▼▼▼

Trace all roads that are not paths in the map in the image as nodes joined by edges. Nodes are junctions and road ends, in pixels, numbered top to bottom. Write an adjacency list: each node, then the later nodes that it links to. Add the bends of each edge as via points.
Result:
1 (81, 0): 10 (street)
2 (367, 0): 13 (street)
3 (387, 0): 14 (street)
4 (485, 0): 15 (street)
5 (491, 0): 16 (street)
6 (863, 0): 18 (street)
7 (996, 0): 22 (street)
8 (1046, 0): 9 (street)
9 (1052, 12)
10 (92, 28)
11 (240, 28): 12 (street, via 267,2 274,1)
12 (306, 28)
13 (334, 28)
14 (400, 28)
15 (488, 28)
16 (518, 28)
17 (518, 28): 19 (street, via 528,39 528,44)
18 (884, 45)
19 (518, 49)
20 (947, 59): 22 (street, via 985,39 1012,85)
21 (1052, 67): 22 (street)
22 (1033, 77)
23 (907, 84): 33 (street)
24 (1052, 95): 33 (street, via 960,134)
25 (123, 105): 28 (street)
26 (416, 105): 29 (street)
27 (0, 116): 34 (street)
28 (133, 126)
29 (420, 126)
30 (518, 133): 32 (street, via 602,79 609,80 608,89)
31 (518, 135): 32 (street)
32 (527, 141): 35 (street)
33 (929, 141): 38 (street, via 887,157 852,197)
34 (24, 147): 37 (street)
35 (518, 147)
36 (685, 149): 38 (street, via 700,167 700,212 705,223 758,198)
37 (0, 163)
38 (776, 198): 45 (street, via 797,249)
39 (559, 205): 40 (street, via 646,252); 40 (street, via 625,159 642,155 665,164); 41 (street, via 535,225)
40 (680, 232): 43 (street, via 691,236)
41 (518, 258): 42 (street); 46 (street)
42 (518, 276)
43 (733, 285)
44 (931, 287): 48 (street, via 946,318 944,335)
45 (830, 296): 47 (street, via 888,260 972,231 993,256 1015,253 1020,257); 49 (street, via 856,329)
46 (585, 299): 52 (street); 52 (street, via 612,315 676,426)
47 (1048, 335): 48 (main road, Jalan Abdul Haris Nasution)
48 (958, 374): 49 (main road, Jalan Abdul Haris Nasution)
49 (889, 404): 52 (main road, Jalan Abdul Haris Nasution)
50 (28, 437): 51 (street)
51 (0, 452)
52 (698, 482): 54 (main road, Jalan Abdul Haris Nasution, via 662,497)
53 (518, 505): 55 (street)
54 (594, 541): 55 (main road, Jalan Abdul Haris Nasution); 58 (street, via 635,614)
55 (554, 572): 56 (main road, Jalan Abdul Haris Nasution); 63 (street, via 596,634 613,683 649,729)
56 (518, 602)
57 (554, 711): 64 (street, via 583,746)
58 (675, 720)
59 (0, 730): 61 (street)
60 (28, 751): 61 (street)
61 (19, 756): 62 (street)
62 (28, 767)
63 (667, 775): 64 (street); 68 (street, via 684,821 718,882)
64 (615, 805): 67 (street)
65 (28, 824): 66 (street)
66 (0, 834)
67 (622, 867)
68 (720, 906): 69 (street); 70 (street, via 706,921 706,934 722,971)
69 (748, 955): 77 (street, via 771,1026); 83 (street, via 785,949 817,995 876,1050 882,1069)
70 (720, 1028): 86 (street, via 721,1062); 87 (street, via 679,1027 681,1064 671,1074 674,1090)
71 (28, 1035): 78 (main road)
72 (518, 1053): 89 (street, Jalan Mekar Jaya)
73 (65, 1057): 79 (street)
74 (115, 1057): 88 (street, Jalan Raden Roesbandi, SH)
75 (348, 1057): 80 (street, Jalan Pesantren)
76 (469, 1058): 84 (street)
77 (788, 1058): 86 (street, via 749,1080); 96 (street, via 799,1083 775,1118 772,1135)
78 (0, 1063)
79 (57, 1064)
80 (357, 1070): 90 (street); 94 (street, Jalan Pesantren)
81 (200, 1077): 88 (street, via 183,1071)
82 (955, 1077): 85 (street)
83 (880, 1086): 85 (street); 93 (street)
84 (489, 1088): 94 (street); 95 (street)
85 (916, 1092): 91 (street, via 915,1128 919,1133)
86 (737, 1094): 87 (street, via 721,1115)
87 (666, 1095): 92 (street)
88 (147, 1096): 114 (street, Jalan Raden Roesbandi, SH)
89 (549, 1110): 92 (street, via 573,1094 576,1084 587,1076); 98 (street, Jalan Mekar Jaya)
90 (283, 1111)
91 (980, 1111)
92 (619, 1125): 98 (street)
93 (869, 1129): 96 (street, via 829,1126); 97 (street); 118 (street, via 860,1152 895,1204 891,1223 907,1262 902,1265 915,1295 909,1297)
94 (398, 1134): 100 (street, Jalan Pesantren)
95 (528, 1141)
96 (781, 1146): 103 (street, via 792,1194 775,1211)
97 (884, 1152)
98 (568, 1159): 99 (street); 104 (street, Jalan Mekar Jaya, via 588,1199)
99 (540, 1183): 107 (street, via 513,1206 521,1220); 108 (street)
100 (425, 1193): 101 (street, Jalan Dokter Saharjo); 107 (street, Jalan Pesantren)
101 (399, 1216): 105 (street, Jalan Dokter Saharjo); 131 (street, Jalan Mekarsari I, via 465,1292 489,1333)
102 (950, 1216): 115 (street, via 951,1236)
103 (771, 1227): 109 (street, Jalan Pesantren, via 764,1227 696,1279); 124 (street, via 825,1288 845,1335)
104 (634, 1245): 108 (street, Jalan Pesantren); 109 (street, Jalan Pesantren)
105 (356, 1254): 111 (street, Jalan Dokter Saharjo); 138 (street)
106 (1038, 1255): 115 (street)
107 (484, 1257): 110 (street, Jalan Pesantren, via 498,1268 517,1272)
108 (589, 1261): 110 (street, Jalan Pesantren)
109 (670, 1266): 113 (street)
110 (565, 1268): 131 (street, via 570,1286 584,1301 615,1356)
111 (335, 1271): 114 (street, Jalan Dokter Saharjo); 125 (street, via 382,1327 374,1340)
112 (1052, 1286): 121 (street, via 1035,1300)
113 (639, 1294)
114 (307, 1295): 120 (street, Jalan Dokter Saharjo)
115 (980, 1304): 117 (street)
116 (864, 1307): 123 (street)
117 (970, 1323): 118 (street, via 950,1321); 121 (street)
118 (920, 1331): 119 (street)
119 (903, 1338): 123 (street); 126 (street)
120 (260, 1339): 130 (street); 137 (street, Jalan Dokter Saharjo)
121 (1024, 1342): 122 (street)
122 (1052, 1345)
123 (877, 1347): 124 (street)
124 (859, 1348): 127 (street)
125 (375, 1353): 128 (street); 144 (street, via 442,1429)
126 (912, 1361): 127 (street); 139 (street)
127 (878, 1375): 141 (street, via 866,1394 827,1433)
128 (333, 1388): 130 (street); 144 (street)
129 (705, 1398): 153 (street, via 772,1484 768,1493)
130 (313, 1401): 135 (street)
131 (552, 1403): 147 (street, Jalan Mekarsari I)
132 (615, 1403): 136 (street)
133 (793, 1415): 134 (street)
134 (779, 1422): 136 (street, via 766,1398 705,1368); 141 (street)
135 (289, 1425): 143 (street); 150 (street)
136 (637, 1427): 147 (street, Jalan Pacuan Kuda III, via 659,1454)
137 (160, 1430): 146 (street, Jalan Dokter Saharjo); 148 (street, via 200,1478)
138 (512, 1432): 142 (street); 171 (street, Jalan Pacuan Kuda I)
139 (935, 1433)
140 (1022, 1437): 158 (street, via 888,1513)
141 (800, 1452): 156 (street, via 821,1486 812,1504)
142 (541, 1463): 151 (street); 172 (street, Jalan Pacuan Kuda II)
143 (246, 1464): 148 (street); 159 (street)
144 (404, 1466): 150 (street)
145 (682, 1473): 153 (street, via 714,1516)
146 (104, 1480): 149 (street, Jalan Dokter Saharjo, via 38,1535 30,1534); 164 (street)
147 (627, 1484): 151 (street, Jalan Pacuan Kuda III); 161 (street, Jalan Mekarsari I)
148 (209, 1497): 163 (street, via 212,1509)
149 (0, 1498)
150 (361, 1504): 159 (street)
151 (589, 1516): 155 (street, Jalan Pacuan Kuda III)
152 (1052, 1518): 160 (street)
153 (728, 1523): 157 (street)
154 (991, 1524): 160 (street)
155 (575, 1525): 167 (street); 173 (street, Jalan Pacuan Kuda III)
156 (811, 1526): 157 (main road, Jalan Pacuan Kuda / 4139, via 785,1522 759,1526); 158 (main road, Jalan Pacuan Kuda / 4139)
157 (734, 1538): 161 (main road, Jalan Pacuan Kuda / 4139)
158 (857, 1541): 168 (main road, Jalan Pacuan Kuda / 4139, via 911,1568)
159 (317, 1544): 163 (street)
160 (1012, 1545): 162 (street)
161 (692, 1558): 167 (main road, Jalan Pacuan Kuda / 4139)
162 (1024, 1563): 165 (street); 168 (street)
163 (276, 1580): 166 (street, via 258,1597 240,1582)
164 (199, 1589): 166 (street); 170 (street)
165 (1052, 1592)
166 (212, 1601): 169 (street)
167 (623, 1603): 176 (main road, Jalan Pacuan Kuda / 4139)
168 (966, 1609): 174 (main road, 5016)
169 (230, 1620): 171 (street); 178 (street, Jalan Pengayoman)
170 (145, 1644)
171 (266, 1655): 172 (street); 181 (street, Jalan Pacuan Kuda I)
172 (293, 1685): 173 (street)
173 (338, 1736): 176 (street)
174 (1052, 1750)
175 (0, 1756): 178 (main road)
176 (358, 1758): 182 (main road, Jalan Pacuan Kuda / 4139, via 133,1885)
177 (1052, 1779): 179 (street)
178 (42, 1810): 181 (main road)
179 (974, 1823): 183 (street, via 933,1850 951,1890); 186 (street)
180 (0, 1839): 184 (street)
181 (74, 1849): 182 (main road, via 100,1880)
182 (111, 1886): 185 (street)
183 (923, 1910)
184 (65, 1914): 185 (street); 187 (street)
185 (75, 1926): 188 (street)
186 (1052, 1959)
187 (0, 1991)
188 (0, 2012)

▲▲▲

**Exercise:**
Show every line of the listing in which the string "Haris" can be found.

**Solution below:**
47 (1048, 335): 48 (main road, Jalan Abdul Haris Nasution)
48 (958, 374): 49 (main road, Jalan Abdul Haris Nasution)
49 (889, 404): 52 (main road, Jalan Abdul Haris Nasution)
52 (698, 482): 54 (main road, Jalan Abdul Haris Nasution, via 662,497)
54 (594, 541): 55 (main road, Jalan Abdul Haris Nasution); 58 (street, via 635,614)
55 (554, 572): 56 (main road, Jalan Abdul Haris Nasution); 63 (street, via 596,634 613,683 649,729)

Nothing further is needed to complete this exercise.